┏━━

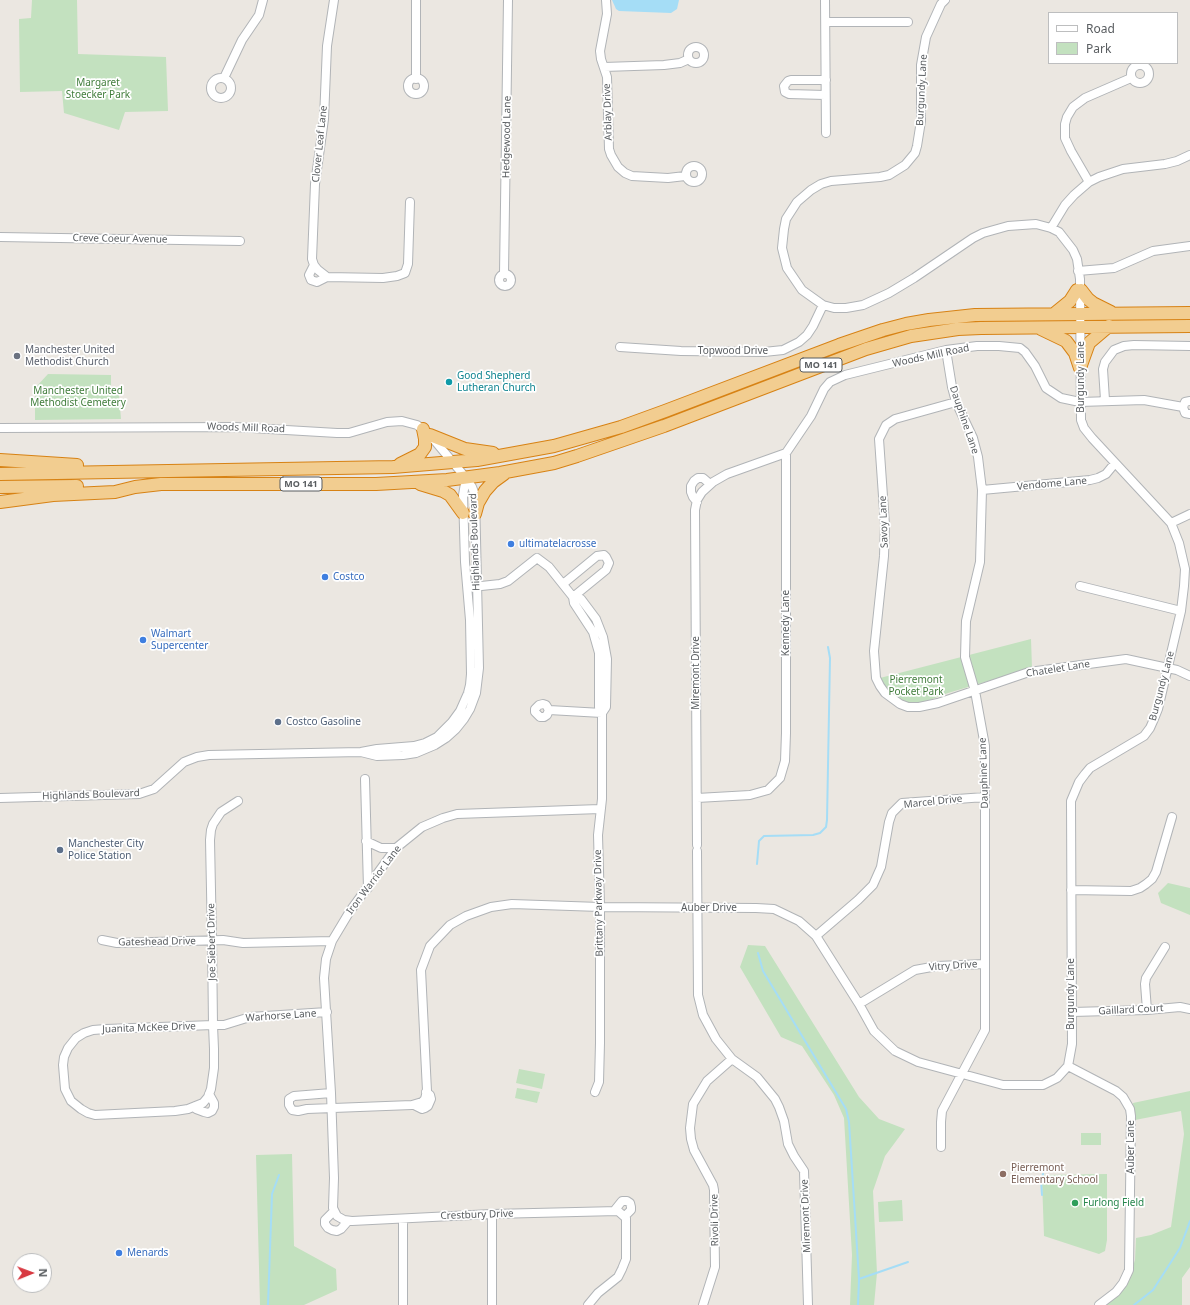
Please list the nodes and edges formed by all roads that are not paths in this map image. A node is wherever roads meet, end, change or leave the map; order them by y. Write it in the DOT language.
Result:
graph roads {
  1 [pos="263,0"];
  2 [pos="334,0"];
  3 [pos="416,0"];
  4 [pos="508,0"];
  5 [pos="606,0"];
  6 [pos="825,0"];
  7 [pos="945,0"];
  8 [pos="826,22"];
  9 [pos="908,22"];
  10 [pos="689,59"];
  11 [pos="604,67"];
  12 [pos="224,78"];
  13 [pos="1131,78"];
  14 [pos="416,79"];
  15 [pos="826,80"];
  16 [pos="825,94"];
  17 [pos="826,134"];
  18 [pos="1190,155"];
  19 [pos="686,176"];
  20 [pos="1089,182"];
  21 [pos="410,202"];
  22 [pos="1050,228"];
  23 [pos="0,237"];
  24 [pos="240,241"];
  25 [pos="1190,246"];
  26 [pos="314,264"];
  27 [pos="1078,271"];
  28 [pos="504,273"];
  29 [pos="327,277"];
  30 [pos="1079,290"];
  31 [pos="823,305"];
  32 [pos="1190,312"];
  33 [pos="1114,313"];
  34 [pos="1054,314"];
  35 [pos="1079,314"];
  36 [pos="1108,326"];
  37 [pos="1190,326"];
  38 [pos="1038,327"];
  39 [pos="1080,327"];
  40 [pos="1190,346"];
  41 [pos="620,347"];
  42 [pos="946,350"];
  43 [pos="1080,368"];
  44 [pos="1105,400"];
  45 [pos="956,402"];
  46 [pos="1080,402"];
  47 [pos="1190,402"];
  48 [pos="1183,407"];
  49 [pos="1190,414"];
  50 [pos="0,428"];
  51 [pos="426,432"];
  52 [pos="786,453"];
  53 [pos="511,455"];
  54 [pos="0,460"];
  55 [pos="477,460"];
  56 [pos="454,463"];
  57 [pos="1116,463"];
  58 [pos="392,467"];
  59 [pos="142,472"];
  60 [pos="507,472"];
  61 [pos="0,474"];
  62 [pos="466,478"];
  63 [pos="413,482"];
  64 [pos="710,484"];
  65 [pos="0,487"];
  66 [pos="135,487"];
  67 [pos="982,490"];
  68 [pos="0,502"];
  69 [pos="697,502"];
  70 [pos="469,514"];
  71 [pos="1190,514"];
  72 [pos="1171,523"];
  73 [pos="563,584"];
  74 [pos="1080,586"];
  75 [pos="468,587"];
  76 [pos="477,587"];
  77 [pos="573,597"];
  78 [pos="1181,611"];
  79 [pos="1168,669"];
  80 [pos="1190,676"];
  81 [pos="974,691"];
  82 [pos="885,693"];
  83 [pos="549,710"];
  84 [pos="602,713"];
  85 [pos="361,752"];
  86 [pos="365,778"];
  87 [pos="985,796"];
  88 [pos="0,798"];
  89 [pos="697,798"];
  90 [pos="238,801"];
  91 [pos="600,810"];
  92 [pos="1172,817"];
  93 [pos="366,841"];
  94 [pos="396,848"];
  95 [pos="368,888"];
  96 [pos="1071,890"];
  97 [pos="600,907"];
  98 [pos="697,907"];
  99 [pos="816,936"];
  100 [pos="102,940"];
  101 [pos="212,940"];
  102 [pos="332,941"];
  103 [pos="1165,947"];
  104 [pos="985,964"];
  105 [pos="859,1004"];
  106 [pos="1190,1009"];
  107 [pos="1147,1010"];
  108 [pos="327,1012"];
  109 [pos="1072,1012"];
  110 [pos="213,1025"];
  111 [pos="732,1059"];
  112 [pos="1068,1066"];
  113 [pos="962,1075"];
  114 [pos="595,1092"];
  115 [pos="331,1093"];
  116 [pos="209,1094"];
  117 [pos="203,1103"];
  118 [pos="195,1106"];
  119 [pos="331,1109"];
  120 [pos="941,1147"];
  121 [pos="616,1211"];
  122 [pos="492,1214"];
  123 [pos="339,1216"];
  124 [pos="625,1216"];
  125 [pos="403,1219"];
  126 [pos="403,1305"];
  127 [pos="492,1305"];
  128 [pos="588,1305"];
  129 [pos="703,1305"];
  130 [pos="808,1305"];
  131 [pos="1099,1305"];
  1 -- 12 [label="street"];
  2 -- 26 [label="street, Clover Leaf Lane"];
  3 -- 14 [label="street"];
  4 -- 28 [label="street, Hedgewood Lane"];
  5 -- 11 [label="street, Arblay Drive"];
  6 -- 8 [label="street"];
  7 -- 31 [label="street, Burgundy Lane"];
  8 -- 9 [label="street"];
  8 -- 15 [label="street"];
  10 -- 11 [label="street"];
  11 -- 19 [label="street, Arblay Drive"];
  13 -- 20 [label="street"];
  15 -- 16 [label="street"];
  15 -- 16 [label="street"];
  16 -- 17 [label="street"];
  18 -- 20 [label="street"];
  20 -- 22 [label="street"];
  21 -- 29 [label="street, Clover Leaf Lane"];
  22 -- 27 [label="street, Burgundy Lane"];
  22 -- 31 [label="street, Burgundy Lane"];
  23 -- 24 [label="street, Creve Coeur Avenue"];
  25 -- 27 [label="street"];
  26 -- 29 [label="street"];
  26 -- 29 [label="street, Clover Leaf Lane"];
  27 -- 30 [label="street, Burgundy Lane"];
  30 -- 33 [label="highway"];
  30 -- 34 [label="highway"];
  30 -- 35 [label="street, Burgundy Lane"];
  31 -- 41 [label="street, Topwood Drive"];
  32 -- 33 [label="highway, MO 141"];
  33 -- 35 [label="highway, MO 141"];
  34 -- 35 [label="highway, MO 141"];
  34 -- 53 [label="highway, MO 141"];
  35 -- 39 [label="street, Burgundy Lane"];
  36 -- 37 [label="highway, MO 141"];
  36 -- 39 [label="highway, MO 141"];
  36 -- 43 [label="highway"];
  38 -- 39 [label="highway, MO 141"];
  38 -- 43 [label="highway"];
  38 -- 60 [label="highway, MO 141"];
  39 -- 43 [label="street, Burgundy Lane"];
  40 -- 44 [label="street"];
  42 -- 45 [label="street, Dauphine Lane"];
  42 -- 46 [label="street, Woods Mill Road"];
  42 -- 52 [label="street, Woods Mill Road"];
  43 -- 46 [label="street, Burgundy Lane"];
  44 -- 46 [label="street, Woods Mill Road"];
  44 -- 48 [label="street, Woods Mill Road"];
  45 -- 67 [label="street, Dauphine Lane"];
  45 -- 82 [label="street, Savoy Lane"];
  46 -- 57 [label="street, Burgundy Lane"];
  47 -- 48 [label="street"];
  48 -- 49 [label="street"];
  50 -- 51 [label="street, Woods Mill Road"];
  51 -- 53 [label="highway"];
  51 -- 56 [label="street, Woods Mill Road"];
  51 -- 58 [label="highway"];
  52 -- 64 [label="street, Miremont Drive"];
  52 -- 89 [label="street, Kennedy Lane"];
  53 -- 55 [label="highway, MO 141"];
  54 -- 59 [label="highway"];
  55 -- 56 [label="highway, MO 141"];
  55 -- 62 [label="highway"];
  56 -- 58 [label="highway, MO 141"];
  56 -- 62 [label="street, Woods Mill Road"];
  57 -- 67 [label="street, Vendome Lane"];
  57 -- 72 [label="street, Burgundy Lane"];
  58 -- 59 [label="highway, MO 141"];
  59 -- 61 [label="highway, MO 141"];
  60 -- 62 [label="highway, MO 141"];
  60 -- 70 [label="highway"];
  62 -- 63 [label="highway, MO 141"];
  62 -- 70 [label="street, Highlands Boulevard"];
  62 -- 70 [label="street, Highlands Boulevard"];
  63 -- 66 [label="highway, MO 141"];
  63 -- 70 [label="highway"];
  64 -- 69 [label="street, Miremont Drive"];
  64 -- 69 [label="street, Miremont Drive"];
  65 -- 66 [label="highway, MO 141"];
  66 -- 68 [label="highway"];
  67 -- 81 [label="street, Dauphine Lane"];
  69 -- 89 [label="street, Miremont Drive"];
  70 -- 75 [label="street, Highlands Boulevard"];
  70 -- 76 [label="street, Highlands Boulevard"];
  71 -- 72 [label="street"];
  72 -- 78 [label="street, Burgundy Lane"];
  73 -- 76 [label="street, Brittany Parkway Drive"];
  73 -- 77 [label="street, Brittany Parkway Drive"];
  73 -- 77 [label="street"];
  74 -- 78 [label="street"];
  75 -- 76 [label="street"];
  75 -- 85 [label="street, Highlands Boulevard"];
  76 -- 85 [label="street, Highlands Boulevard"];
  77 -- 84 [label="street, Brittany Parkway Drive"];
  78 -- 79 [label="street, Burgundy Lane"];
  79 -- 80 [label="street, Chatelet Lane"];
  79 -- 81 [label="street, Chatelet Lane"];
  79 -- 96 [label="street, Burgundy Lane"];
  81 -- 82 [label="street, Chatelet Lane"];
  81 -- 87 [label="street, Dauphine Lane"];
  83 -- 84 [label="street"];
  84 -- 91 [label="street, Brittany Parkway Drive"];
  85 -- 88 [label="street, Highlands Boulevard"];
  86 -- 93 [label="street"];
  87 -- 99 [label="street, Marcel Drive"];
  87 -- 104 [label="street, Dauphine Lane"];
  89 -- 98 [label="street, Miremont Drive"];
  90 -- 101 [label="street, Joe Siebert Drive"];
  91 -- 94 [label="street, Iron Warrior Lane"];
  91 -- 97 [label="street, Brittany Parkway Drive"];
  92 -- 96 [label="street"];
  93 -- 94 [label="street"];
  93 -- 95 [label="street"];
  94 -- 95 [label="street, Iron Warrior Lane"];
  95 -- 102 [label="street, Iron Warrior Lane"];
  96 -- 109 [label="street, Burgundy Lane"];
  97 -- 98 [label="street, Auber Drive"];
  97 -- 114 [label="street, Brittany Parkway Drive"];
  97 -- 119 [label="street, Auber Drive"];
  98 -- 99 [label="street, Auber Drive"];
  98 -- 111 [label="street, Miremont Drive"];
  99 -- 105 [label="street, Auber Drive"];
  100 -- 101 [label="street, Gateshead Drive"];
  101 -- 102 [label="street, Gateshead Drive"];
  101 -- 110 [label="street, Joe Siebert Drive"];
  102 -- 108 [label="street, Iron Warrior Lane"];
  103 -- 107 [label="street"];
  104 -- 105 [label="street, Vitry Drive"];
  104 -- 113 [label="street, Dauphine Lane"];
  105 -- 113 [label="street, Auber Drive"];
  106 -- 107 [label="street, Gaillard Court"];
  107 -- 109 [label="street, Gaillard Court"];
  108 -- 110 [label="street, Warhorse Lane"];
  108 -- 115 [label="street, Iron Warrior Lane"];
  109 -- 112 [label="street, Burgundy Lane"];
  110 -- 116 [label="street, Joe Siebert Drive"];
  110 -- 118 [label="street, Juanita McKee Drive"];
  111 -- 129 [label="street, Rivoli Drive"];
  111 -- 130 [label="street, Miremont Drive"];
  112 -- 113 [label="street, Auber Drive"];
  112 -- 131 [label="street, Auber Lane"];
  113 -- 120 [label="street, Dauphine Lane"];
  115 -- 119 [label="street, Iron Warrior Lane"];
  115 -- 119 [label="street"];
  116 -- 117 [label="street, Joe Siebert Drive"];
  116 -- 118 [label="street, Joe Siebert Drive"];
  117 -- 118 [label="street, Juanita McKee Drive"];
  119 -- 123 [label="street, Iron Warrior Lane"];
  121 -- 122 [label="street, Crestbury Drive"];
  121 -- 124 [label="street"];
  121 -- 124 [label="street, Crestbury Drive"];
  122 -- 125 [label="street, Crestbury Drive"];
  122 -- 127 [label="street"];
  123 -- 125 [label="street, Crestbury Drive"];
  124 -- 128 [label="street"];
  125 -- 126 [label="street"];
}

┗━━

• TASK ITEM: When a line among the entries contains "Chatelet", pull that line out.

• YOUR SOLUTION:
  79 -- 80 [label="street, Chatelet Lane"];
  79 -- 81 [label="street, Chatelet Lane"];
  81 -- 82 [label="street, Chatelet Lane"];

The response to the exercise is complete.